Pro Tips for Holding a Difficult Rabbit
Most rabbits don’t like to be picked up, so here are a few tips you can use when dealing with such a rabbit:
- Ensure the rabbit is calm before you pick it up. I generally pet and play with my one feisty rabbit before holding it.
- I get down on the ground and try to make myself as level as possible with my rabbit when I want to pick it up. This is kind to my back and helps me have a better grip as I pick up my rabbit. It also has the added benefit of making me smaller so my rabbit doesn’t see me as a threat.
- I spend time training a tricky rabbit by putting it in areas where I’m likely to touch it while picking it up and holding it.
- I only pick up and hold a difficult rabbit when I need to.
Dangers of Incorrectly Holding a Rabbit
It’s critical that you learn how to correctly hold your rabbit. One study found that 60% of rabbits struggle when you pick them up, and showing fear-related aggressive behavior is common.
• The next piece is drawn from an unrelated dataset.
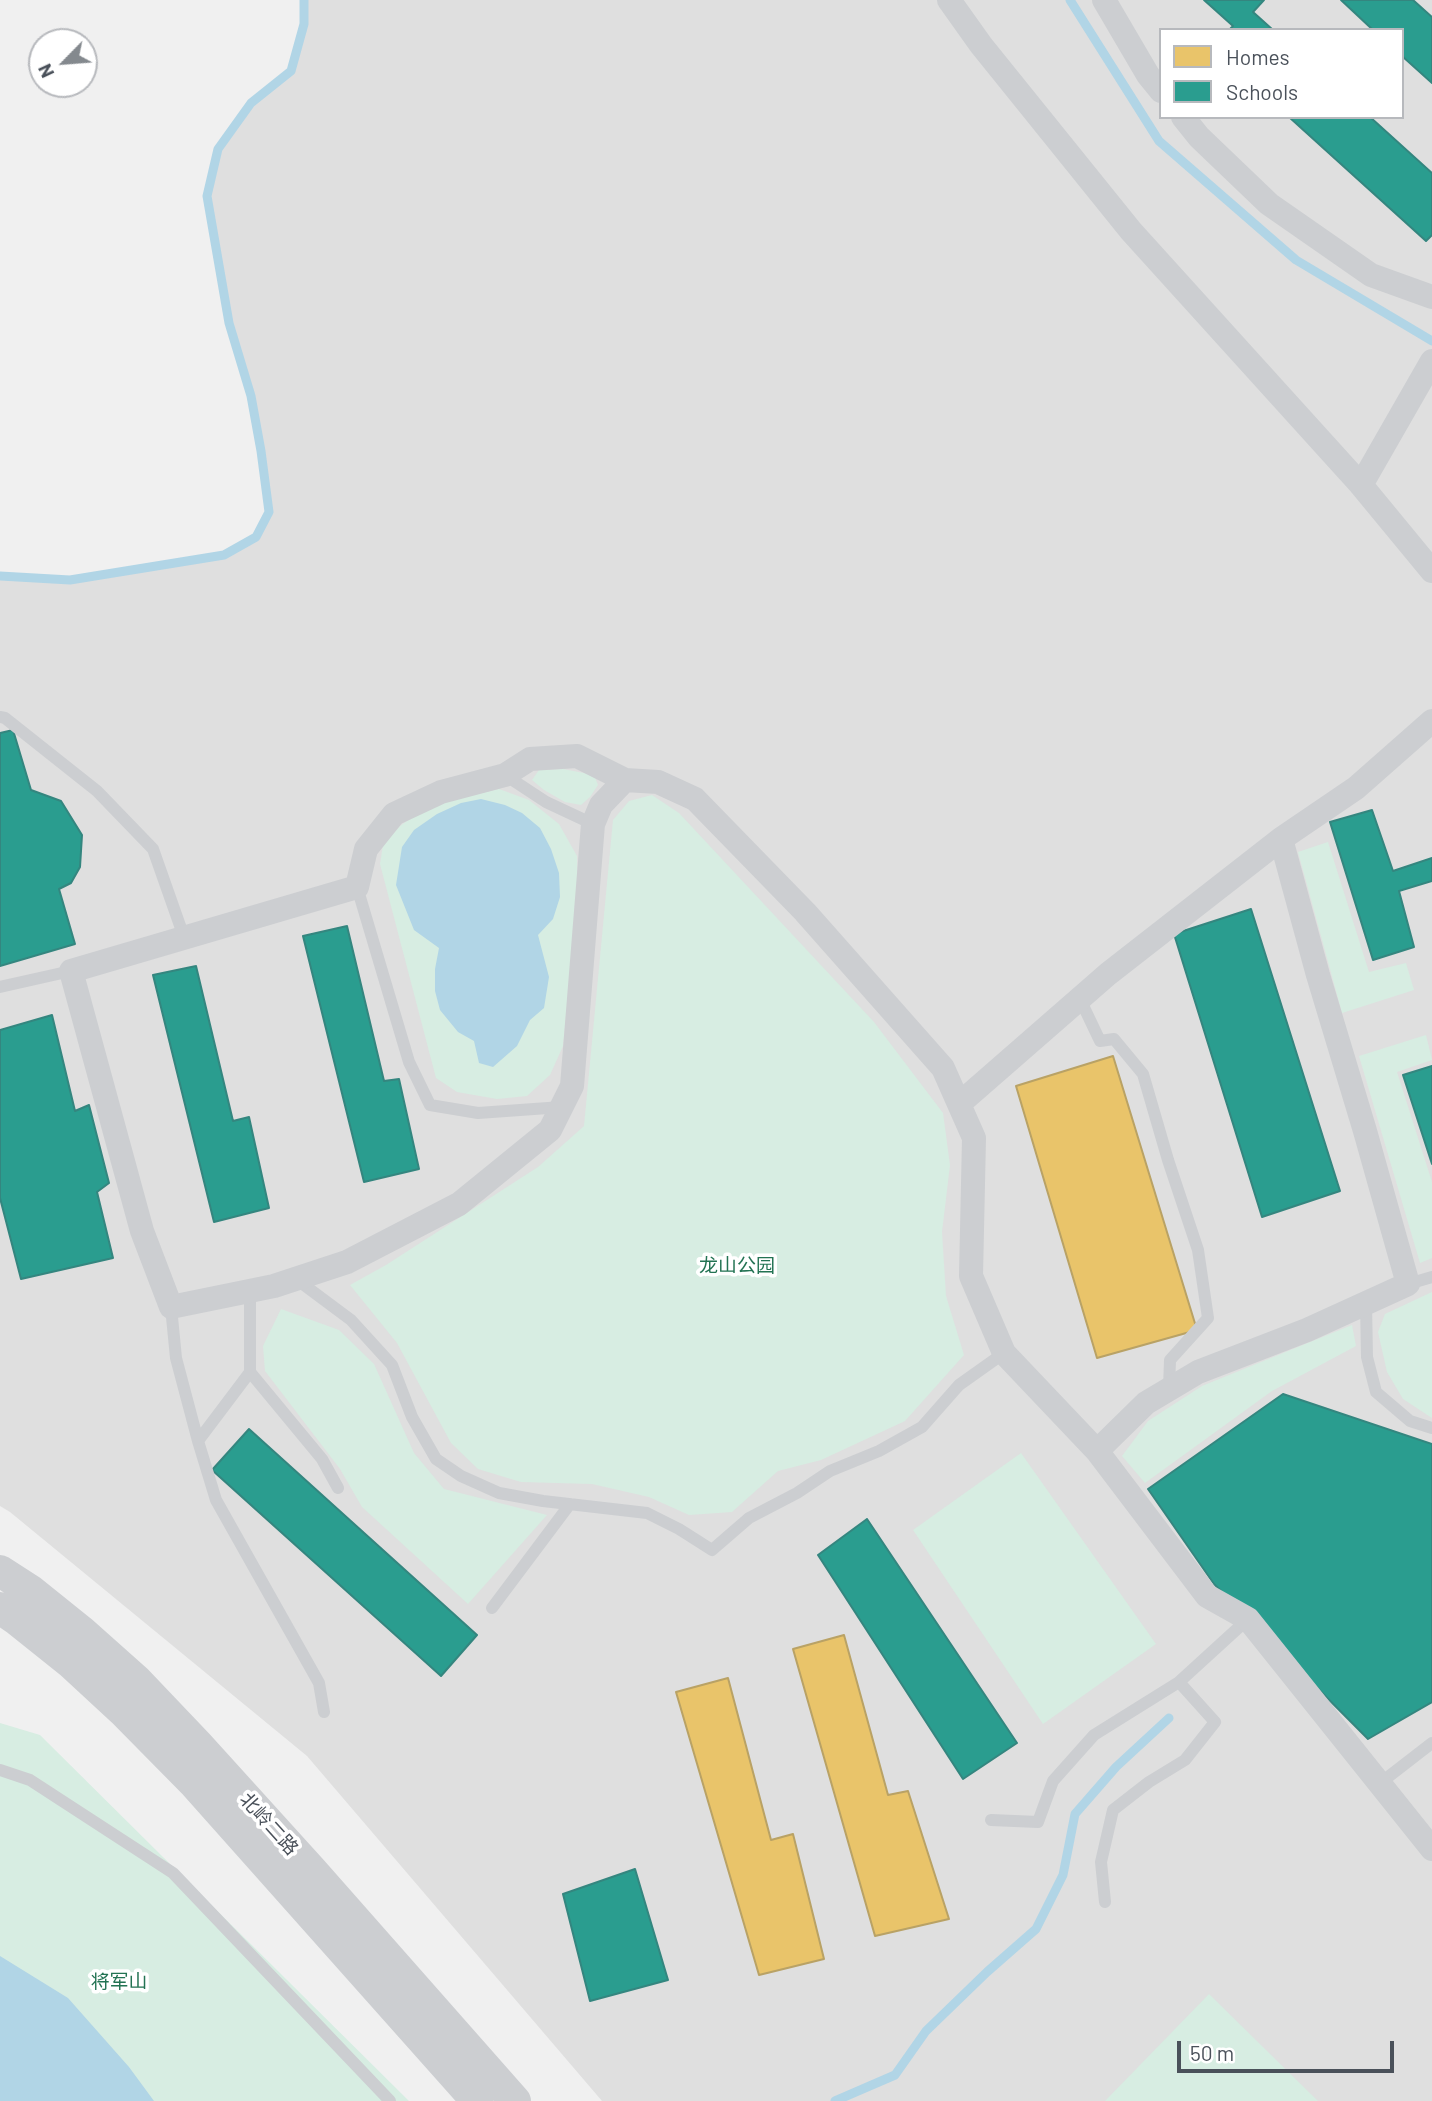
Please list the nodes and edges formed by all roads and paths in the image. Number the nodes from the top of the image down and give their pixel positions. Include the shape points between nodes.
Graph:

Your rabbit will get very stressed when it feels scared because they are fragile. They have a high body muscle-to-bone ratio, with their skeleton comprising 7-8% of their body weight, while the skeletal muscle makes up 50% or more of their body weight. A rabbit’s spine is their weak point, and their hind limb muscles are powerful, which creates risk when they are held.
A rabbit that’s insecure will usually kick. But, the kick can cause damage to their spinal cord and fracture a vertebra. This can result in paralysis.
Rabbits that are especially scared or have had bad experiences will try to escape your grasp. This can cause injury, including internal organ damage, broken bones, or spinal injuries.
In addition, a strong, swift kick can injure you. Your rabbit may scratch or bite you. Rabbits don’t normally bite unless they are terrified.
The Worst Ways to Hold a Rabbit
During the lesson on how to hold a rabbit, I first started by showing the little boy how not to hold this mammal. On the topic of rabbit etiquette, here are the worst ways to hold a rabbit:
Never Hold a Rabbit By the Ears
Never ever pick up your rabbit by its ears. If you do, the hindlegs are not supported. Because they are heavier in comparison to the rest of its body, the legs put a strain on the spine as they hang.
Second, your bunny’s ears aren’t strong enough to support the weight of its entire body. Holding it by the ears can cause tissue damage and injury. It is also painful.
Never Hold Rabbits By the Scruff
Never hold a rabbit by its scruff like you do a cat. The skin behind a rabbit’s neck is too fragile and it can’t completely support the rabbit’s weight.
This results in pain for your rabbit as it places too much strain on the muscles here, and the muscles could even tear. The rabbit could also act out and injure you.
Avoid Holding Rabbits By the Legs
Never pick up a rabbit by grabbing hold of one or two of its legs. Your rabbit may break a leg in an attempt to getaway. In a best-case scenario, it’s probably going to pull a muscle or sprain its leg. Both of which are still terribly painful.
Holding Rabbits In the Trance Position
There is much controversy around the topic of trancing a rabbit these days. When you trance a rabbit, you turn it onto its back so its feet are up in the air. Some pet owners place their rabbits in this position to clip their nails or for grooming purposes.
However, studies have found that the rabbit’s heart rate will rise and its body will release a lot of stress hormones. As such, I only put a rabbit in the trance position as a last resort, but I dislike placing my rabbits in any form of discomfort.
Holding a rabbit correctly is important to building trust and keeping your bunny safe. Although rabbits are resilient, they can injure easily and incorrect holding is a cause of many rabbit injuries.